His new show at the gallery entitled Drawing Practice Driving Range takes stock from activities and proposed skill-sets that require a potential amount of acuity and an uncertain kind of luck in order to be ‘pulled off’. Similar to how sign writers pride themselves and glorify the perfectly executed ‘one shot’ brushstroke – and much like a golfer’s ability to hit a hole-in-one – the concept of physically manoeuvring an object with extreme precision successfully in one go is what Hocking turns our attention towards in his new exhibition.
One large image occupying an entire wall of the gallery depicts a circular cog-like shape (or ball) teetering on the edge of a sharp cliff face. Viewed in isolation, the image index’s a mapped attempt at compositional folly, where the elements and application combined parallel the arbitrary nature of sporting events. The tangible suspense the image creates can be credited to Hocking’s trademark arrangements of shapes, tones, and forms that combine ink-blocked and hard-edged graphic intervals which often give way to gestural and drawn indentations that cue the eye to travel around his images. Other works feature a series of 18 drawings that playfully equate Hocking’s approach to work within the strict visual parameters he sets himself in how they all consistently feature a flag-like motif and, again, the depiction of a circular shape; perhaps alluding to the one spot a golfer wants their ball to land amidst challenging terrains – and the perfectly circular, small abyss they hope their ball will vanish into. The 18 iterations could also serve as a homage to the intimate functioning and co-ordination between hand, eye, and object – which all work together in unison when arriving at a desirable outcome – time and time again.
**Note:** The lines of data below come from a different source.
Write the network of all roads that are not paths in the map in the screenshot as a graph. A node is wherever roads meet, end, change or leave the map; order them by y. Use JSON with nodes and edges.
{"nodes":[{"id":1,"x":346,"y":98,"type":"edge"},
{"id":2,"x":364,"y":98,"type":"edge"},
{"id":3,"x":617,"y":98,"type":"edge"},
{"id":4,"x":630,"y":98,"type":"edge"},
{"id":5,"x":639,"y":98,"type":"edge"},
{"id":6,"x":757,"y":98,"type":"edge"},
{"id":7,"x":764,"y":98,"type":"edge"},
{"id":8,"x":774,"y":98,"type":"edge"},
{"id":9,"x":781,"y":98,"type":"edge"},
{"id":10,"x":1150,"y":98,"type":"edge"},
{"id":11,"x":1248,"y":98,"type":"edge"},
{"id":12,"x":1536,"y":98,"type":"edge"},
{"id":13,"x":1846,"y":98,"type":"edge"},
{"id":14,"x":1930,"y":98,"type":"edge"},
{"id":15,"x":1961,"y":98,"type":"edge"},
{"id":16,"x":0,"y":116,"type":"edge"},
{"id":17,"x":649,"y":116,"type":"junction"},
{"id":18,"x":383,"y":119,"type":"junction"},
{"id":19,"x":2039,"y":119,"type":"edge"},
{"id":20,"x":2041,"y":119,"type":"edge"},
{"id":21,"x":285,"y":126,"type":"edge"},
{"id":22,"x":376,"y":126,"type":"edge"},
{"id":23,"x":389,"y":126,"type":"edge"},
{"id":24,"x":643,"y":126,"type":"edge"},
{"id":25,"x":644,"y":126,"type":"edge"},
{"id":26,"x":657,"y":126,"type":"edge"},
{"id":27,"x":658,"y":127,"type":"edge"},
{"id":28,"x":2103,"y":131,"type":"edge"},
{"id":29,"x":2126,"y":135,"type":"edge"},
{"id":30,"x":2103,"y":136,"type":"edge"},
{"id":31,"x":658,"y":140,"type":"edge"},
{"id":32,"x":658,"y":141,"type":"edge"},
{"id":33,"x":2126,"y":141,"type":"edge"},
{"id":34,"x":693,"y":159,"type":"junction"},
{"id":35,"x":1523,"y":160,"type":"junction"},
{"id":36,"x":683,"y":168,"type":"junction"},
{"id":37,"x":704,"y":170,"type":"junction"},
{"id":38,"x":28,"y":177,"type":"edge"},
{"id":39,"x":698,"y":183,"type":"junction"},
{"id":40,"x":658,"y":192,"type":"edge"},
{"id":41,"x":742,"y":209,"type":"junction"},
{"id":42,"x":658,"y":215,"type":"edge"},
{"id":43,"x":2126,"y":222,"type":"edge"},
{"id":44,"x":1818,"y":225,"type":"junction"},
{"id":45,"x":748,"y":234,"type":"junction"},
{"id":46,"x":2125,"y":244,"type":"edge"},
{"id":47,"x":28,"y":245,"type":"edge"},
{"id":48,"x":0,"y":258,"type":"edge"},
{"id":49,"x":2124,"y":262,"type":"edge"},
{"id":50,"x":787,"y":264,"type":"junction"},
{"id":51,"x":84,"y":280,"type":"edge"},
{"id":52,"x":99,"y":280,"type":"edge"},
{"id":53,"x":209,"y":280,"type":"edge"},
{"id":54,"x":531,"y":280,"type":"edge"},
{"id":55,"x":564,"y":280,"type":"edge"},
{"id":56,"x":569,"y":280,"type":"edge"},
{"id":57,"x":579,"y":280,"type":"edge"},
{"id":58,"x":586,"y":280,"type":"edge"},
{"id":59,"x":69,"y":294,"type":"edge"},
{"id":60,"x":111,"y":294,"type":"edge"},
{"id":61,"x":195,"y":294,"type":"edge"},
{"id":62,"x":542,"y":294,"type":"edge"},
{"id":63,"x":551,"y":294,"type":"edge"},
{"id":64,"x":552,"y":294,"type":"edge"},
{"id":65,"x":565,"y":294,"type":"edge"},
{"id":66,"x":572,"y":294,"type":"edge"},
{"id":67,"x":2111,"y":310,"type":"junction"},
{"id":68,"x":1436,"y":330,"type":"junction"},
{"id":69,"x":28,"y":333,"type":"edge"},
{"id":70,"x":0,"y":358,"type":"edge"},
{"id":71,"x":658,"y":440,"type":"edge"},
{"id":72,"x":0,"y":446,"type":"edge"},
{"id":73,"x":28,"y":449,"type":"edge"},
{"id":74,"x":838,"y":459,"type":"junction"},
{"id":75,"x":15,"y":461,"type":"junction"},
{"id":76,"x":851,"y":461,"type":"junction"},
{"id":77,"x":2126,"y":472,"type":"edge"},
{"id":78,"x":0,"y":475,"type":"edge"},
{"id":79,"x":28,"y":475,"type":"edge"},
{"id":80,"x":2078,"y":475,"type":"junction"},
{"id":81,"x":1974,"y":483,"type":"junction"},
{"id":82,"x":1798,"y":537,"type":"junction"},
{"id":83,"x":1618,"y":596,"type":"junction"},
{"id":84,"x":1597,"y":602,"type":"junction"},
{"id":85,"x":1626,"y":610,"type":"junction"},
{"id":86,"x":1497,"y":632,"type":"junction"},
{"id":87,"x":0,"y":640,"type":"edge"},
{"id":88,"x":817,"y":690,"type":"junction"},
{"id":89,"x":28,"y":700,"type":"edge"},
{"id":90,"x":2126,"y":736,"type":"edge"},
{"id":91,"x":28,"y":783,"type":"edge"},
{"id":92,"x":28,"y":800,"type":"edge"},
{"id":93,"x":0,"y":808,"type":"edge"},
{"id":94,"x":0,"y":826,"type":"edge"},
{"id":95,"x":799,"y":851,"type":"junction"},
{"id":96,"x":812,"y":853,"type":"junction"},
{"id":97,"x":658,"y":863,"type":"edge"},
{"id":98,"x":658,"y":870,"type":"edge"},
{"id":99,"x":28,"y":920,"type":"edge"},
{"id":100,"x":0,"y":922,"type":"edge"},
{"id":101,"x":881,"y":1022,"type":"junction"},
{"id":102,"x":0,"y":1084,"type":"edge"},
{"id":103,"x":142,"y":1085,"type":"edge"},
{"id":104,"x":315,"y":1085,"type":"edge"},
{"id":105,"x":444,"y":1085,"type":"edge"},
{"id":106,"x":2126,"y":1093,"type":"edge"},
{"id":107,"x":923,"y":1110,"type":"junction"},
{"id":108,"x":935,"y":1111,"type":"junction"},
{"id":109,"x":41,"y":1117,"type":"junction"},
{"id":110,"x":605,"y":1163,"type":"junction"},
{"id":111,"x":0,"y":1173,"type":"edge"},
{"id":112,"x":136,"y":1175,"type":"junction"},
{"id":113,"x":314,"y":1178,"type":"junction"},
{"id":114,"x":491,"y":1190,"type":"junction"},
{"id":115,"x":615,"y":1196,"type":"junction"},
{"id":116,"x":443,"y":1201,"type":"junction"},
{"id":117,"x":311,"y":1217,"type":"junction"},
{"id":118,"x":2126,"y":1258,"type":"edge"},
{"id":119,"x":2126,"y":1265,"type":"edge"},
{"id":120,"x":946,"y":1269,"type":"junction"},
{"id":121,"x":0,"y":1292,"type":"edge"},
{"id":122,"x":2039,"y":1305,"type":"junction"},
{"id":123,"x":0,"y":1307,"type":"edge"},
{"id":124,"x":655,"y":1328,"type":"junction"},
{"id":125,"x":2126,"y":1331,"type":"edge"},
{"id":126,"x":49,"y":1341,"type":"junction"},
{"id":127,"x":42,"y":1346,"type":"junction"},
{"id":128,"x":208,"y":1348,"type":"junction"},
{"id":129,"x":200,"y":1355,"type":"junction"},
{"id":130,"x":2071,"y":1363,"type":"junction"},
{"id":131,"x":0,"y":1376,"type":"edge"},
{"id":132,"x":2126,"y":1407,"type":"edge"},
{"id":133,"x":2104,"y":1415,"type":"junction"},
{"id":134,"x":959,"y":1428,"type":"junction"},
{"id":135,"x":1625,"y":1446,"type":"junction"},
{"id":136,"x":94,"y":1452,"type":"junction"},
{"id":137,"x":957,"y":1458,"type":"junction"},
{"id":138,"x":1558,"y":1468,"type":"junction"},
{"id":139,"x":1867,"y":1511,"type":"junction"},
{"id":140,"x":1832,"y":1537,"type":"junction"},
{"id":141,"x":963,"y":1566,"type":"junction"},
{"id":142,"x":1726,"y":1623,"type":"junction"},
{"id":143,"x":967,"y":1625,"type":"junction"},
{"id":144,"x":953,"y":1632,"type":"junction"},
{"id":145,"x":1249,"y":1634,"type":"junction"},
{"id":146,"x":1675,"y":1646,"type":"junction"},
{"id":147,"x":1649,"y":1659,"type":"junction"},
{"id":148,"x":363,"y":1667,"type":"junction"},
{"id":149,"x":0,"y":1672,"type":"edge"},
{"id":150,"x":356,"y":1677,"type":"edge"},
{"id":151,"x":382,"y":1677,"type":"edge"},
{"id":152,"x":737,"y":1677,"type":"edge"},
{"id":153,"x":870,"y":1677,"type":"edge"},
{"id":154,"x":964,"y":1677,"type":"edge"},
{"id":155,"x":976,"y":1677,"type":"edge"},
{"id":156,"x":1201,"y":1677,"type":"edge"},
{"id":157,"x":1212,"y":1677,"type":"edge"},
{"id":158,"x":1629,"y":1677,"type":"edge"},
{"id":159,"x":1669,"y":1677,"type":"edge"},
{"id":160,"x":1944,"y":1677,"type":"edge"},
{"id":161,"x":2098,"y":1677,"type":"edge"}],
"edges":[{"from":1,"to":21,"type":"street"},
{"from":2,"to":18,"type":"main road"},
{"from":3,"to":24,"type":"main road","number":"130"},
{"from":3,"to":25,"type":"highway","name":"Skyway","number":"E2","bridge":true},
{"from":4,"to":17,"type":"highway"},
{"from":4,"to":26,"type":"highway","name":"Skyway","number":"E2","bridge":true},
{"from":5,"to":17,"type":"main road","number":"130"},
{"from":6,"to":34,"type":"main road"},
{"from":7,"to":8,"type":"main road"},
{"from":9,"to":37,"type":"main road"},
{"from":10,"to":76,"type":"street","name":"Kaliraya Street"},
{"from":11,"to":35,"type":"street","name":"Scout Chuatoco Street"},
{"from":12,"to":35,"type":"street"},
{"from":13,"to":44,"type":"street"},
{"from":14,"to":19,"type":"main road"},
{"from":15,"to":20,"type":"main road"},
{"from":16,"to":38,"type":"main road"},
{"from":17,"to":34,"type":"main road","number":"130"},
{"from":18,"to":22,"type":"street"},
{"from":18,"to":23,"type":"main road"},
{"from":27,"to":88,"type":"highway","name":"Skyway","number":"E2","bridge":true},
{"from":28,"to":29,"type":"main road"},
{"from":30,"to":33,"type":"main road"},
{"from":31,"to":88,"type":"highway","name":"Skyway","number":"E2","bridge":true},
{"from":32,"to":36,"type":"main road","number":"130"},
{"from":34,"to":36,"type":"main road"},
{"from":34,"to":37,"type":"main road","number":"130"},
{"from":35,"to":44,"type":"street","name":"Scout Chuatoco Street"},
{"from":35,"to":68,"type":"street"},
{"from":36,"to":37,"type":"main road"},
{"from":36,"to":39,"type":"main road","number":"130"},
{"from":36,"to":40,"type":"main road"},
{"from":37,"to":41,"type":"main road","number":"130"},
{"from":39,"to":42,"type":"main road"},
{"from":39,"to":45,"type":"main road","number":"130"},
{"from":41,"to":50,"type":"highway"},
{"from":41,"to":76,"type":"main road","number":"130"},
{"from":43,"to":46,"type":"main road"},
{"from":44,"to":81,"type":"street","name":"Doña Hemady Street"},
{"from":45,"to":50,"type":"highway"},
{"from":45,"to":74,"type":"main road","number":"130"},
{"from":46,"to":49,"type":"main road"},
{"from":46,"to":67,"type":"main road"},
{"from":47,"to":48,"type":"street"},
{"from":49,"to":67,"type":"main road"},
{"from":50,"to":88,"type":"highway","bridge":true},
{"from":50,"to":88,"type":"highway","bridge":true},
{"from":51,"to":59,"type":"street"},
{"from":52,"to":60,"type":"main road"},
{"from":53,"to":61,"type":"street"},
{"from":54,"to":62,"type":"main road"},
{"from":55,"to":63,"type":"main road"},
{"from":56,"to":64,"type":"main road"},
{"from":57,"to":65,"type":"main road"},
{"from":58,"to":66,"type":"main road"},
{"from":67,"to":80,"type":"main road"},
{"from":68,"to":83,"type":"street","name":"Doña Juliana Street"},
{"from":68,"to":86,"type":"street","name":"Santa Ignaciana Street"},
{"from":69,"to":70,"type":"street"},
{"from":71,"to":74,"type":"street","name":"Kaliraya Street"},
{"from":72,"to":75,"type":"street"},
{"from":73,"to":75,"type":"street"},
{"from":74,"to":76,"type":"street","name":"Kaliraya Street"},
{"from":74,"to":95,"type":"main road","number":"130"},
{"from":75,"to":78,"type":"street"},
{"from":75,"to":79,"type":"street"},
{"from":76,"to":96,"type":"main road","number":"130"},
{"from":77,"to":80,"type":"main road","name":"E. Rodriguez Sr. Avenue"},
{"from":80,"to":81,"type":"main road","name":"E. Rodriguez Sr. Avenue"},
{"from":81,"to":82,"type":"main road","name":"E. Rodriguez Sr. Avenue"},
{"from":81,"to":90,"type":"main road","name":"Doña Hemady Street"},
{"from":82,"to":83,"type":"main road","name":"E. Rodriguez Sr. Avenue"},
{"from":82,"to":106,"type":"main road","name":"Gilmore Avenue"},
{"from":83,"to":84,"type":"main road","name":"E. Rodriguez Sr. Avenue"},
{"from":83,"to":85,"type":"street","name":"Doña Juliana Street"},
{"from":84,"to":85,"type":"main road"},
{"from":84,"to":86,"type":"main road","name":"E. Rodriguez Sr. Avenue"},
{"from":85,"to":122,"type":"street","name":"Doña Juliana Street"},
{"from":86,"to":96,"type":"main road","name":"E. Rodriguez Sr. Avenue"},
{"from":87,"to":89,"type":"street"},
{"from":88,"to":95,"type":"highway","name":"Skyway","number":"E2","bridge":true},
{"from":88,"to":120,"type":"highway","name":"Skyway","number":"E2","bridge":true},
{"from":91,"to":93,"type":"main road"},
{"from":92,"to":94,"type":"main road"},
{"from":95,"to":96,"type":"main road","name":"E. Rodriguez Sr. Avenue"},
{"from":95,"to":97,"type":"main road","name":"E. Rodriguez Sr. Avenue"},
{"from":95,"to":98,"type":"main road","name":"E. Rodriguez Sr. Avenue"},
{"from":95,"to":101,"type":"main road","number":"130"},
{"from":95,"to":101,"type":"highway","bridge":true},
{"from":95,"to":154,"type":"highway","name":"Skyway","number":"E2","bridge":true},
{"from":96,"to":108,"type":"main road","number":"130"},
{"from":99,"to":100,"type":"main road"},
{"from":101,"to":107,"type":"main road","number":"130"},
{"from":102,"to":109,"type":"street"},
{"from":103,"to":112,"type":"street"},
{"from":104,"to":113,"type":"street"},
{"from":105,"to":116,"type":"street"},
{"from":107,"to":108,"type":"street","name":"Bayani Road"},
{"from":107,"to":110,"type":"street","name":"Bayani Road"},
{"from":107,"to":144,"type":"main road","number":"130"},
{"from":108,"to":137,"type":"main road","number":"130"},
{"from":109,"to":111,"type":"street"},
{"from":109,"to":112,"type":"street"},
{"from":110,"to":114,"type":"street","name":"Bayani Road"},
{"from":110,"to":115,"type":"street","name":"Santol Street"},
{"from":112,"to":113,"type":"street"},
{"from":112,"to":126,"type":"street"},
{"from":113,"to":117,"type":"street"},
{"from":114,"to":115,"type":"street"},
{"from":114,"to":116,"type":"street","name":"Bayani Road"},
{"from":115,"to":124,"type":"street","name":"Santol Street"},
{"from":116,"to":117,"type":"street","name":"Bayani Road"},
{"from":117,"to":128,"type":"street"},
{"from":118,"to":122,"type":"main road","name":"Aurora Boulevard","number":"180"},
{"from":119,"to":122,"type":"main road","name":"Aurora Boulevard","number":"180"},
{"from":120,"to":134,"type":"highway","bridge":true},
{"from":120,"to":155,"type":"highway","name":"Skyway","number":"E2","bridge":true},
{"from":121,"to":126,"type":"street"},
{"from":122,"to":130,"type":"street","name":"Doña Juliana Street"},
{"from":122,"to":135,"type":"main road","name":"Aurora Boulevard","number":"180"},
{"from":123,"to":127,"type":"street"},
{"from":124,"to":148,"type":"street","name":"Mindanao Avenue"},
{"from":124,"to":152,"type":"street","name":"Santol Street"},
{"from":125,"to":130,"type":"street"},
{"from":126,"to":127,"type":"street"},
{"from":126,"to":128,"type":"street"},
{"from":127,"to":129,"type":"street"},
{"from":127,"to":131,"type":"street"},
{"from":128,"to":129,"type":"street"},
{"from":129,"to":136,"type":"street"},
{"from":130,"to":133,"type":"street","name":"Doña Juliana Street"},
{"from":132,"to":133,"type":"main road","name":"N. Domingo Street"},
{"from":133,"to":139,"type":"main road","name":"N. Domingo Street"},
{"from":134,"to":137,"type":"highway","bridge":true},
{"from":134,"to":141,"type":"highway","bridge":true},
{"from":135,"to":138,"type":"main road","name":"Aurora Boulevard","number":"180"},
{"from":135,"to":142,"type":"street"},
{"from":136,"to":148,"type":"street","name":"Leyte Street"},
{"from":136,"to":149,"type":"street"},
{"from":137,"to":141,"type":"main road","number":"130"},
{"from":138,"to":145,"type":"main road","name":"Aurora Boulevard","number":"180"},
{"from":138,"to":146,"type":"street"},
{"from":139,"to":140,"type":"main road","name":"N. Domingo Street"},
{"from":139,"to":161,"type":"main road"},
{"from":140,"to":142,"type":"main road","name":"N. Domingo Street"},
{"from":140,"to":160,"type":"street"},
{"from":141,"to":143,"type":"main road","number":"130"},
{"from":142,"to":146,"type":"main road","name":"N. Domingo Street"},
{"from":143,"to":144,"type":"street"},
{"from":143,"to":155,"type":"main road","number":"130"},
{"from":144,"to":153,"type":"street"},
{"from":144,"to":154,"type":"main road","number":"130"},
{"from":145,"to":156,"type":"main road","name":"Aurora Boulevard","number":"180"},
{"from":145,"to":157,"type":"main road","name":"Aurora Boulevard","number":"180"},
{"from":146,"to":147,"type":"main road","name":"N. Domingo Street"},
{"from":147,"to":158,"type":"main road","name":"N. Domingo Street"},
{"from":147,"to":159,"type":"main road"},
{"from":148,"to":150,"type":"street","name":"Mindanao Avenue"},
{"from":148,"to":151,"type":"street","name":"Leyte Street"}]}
Often crediting his work numerically and under the description of ‘mixed media’, the works that make up Drawing Practice Driving Range unite the abundant selections of inks, pigments, graphite and paper stocks Hocking employs and from which he creates. In addition to featuring the body of work that made it into the show (which has come from a vigilant process of culling and editing) Hocking pushes forward with the ad-hoc processes and bastardised techniques he has developed over time into new aesthetic directions in both sophistication and appearance; playing his own game without a rule book – keeping a score-card in close check all on his own.